- TASK DIRECTIONS -
Below are some entries; can you quote all of them exactly?

- Extracted records -
———

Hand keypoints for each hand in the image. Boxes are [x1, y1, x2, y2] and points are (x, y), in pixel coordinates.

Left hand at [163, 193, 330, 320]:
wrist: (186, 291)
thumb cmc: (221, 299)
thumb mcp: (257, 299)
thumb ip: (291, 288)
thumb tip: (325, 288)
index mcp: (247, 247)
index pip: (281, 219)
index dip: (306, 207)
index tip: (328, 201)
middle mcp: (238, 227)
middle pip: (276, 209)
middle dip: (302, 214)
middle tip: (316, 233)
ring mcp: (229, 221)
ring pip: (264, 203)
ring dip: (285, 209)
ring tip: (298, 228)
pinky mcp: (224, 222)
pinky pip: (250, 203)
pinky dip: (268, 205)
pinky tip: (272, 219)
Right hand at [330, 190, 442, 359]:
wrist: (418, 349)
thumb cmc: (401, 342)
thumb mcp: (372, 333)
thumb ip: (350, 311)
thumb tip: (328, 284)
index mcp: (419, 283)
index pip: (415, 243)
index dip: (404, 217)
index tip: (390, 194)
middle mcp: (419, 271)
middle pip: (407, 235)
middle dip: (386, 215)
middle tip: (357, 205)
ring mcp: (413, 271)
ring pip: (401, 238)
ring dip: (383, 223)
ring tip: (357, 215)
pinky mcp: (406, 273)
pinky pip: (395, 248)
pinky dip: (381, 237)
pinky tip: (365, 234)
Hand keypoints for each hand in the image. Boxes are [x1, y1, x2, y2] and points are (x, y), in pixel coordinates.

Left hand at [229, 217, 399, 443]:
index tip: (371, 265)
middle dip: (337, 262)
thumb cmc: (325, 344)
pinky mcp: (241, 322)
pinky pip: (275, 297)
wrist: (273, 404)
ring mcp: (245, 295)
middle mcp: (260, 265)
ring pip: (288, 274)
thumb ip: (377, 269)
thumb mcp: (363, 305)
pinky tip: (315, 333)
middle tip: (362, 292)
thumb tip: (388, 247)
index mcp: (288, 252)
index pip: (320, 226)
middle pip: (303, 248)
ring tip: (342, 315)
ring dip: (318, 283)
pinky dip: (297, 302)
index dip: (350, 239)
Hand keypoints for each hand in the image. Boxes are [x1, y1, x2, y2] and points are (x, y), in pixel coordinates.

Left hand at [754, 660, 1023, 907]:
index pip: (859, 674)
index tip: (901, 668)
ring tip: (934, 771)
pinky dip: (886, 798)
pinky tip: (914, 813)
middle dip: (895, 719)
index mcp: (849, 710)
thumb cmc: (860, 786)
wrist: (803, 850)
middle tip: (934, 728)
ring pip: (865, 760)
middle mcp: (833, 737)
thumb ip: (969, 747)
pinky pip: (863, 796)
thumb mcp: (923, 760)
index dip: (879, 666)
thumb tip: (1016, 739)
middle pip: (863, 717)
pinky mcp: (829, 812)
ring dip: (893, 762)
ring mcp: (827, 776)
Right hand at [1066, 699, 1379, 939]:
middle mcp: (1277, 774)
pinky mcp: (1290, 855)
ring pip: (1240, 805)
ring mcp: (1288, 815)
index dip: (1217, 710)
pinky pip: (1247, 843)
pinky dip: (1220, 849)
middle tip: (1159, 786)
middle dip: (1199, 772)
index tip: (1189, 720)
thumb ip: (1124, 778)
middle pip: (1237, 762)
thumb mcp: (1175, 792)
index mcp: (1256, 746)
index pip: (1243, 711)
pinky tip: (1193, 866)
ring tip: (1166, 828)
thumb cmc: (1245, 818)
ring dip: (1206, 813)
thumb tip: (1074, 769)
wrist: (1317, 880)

———

- RESULT OF THIS TASK -
Hand keypoints for each hand in the image. Boxes are [x1, y1, x2, y2] and points are (x, y), in pixel coordinates.

Left hand at [163, 193, 330, 320]:
wrist: (186, 291)
thumb cmc: (221, 299)
thumb mcp: (257, 299)
thumb ip: (291, 288)
thumb tip: (325, 288)
index mcp: (247, 247)
index pip: (281, 219)
index dip: (306, 207)
index tip: (328, 201)
middle mcp: (238, 227)
middle pip: (276, 209)
middle dip: (302, 214)
middle tip: (316, 233)
ring mcp: (229, 221)
ring pip: (264, 203)
ring dip: (285, 209)
ring tip: (298, 228)
pinky mcp: (224, 222)
pinky pip: (250, 203)
pinky dip: (268, 205)
pinky tip: (272, 219)
Right hand at [330, 190, 442, 359]:
wrist: (418, 349)
thumb cmc: (401, 342)
thumb mcp: (372, 333)
thumb ip: (350, 311)
thumb tip: (328, 284)
index mcp: (419, 283)
index pip: (415, 243)
index dip: (404, 217)
index tip: (390, 194)
middle mcp: (419, 271)
middle pip: (407, 235)
middle dip: (386, 215)
middle tip: (357, 205)
ring mcp: (413, 271)
ring pip: (401, 238)
ring dip: (383, 223)
ring tip: (357, 215)
pinky mcp: (406, 273)
pinky pip: (395, 248)
pinky dip: (381, 237)
pinky tip: (365, 234)
Hand keypoints for each hand in the image. Boxes are [x1, y1, x2, y2] and points are (x, y), in pixel coordinates.

Left hand at [229, 217, 399, 443]:
index tip: (371, 265)
middle dip: (337, 262)
thumb cmc: (325, 344)
pinky mcp: (241, 322)
pinky pip: (275, 297)
wrist: (273, 404)
ring mcp: (245, 295)
middle mcp: (260, 265)
ring pip: (288, 274)
thumb ip: (377, 269)
thumb mcp: (363, 305)
pinky tip: (315, 333)
middle tip: (362, 292)
thumb tip: (388, 247)
index mcp: (288, 252)
index pip: (320, 226)
middle pip: (303, 248)
ring tip: (342, 315)
ring dip: (318, 283)
pinky dip: (297, 302)
index dip: (350, 239)
Hand keypoints for each hand in the image. Boxes are [x1, y1, x2, y2] and points are (x, y), in pixel coordinates.

Left hand at [754, 660, 1023, 907]:
index pip: (859, 674)
index tip: (901, 668)
ring tip: (934, 771)
pinky dip: (886, 798)
pinky tip: (914, 813)
middle dip: (895, 719)
index mcp: (849, 710)
thumb cmc: (860, 786)
wrist: (803, 850)
middle tip: (934, 728)
ring pip: (865, 760)
middle mcp: (833, 737)
thumb ip: (969, 747)
pinky pip: (863, 796)
thumb mcp: (923, 760)
index dip: (879, 666)
thumb tip: (1016, 739)
middle pip: (863, 717)
pinky mcp: (829, 812)
ring dip: (893, 762)
ring mcp: (827, 776)
Right hand at [1066, 699, 1379, 939]:
middle mcp: (1277, 774)
pinky mcp: (1290, 855)
ring pip: (1240, 805)
ring mcp: (1288, 815)
index dip: (1217, 710)
pinky pip: (1247, 843)
pinky dip: (1220, 849)
middle tip: (1159, 786)
middle dip: (1199, 772)
index tip: (1189, 720)
thumb ip: (1124, 778)
middle pip: (1237, 762)
thumb mcp: (1175, 792)
index mcp: (1256, 746)
index pip: (1243, 711)
pinky tip: (1193, 866)
ring tip: (1166, 828)
thumb cmc: (1245, 818)
ring dip: (1206, 813)
thumb tip: (1074, 769)
wrist: (1317, 880)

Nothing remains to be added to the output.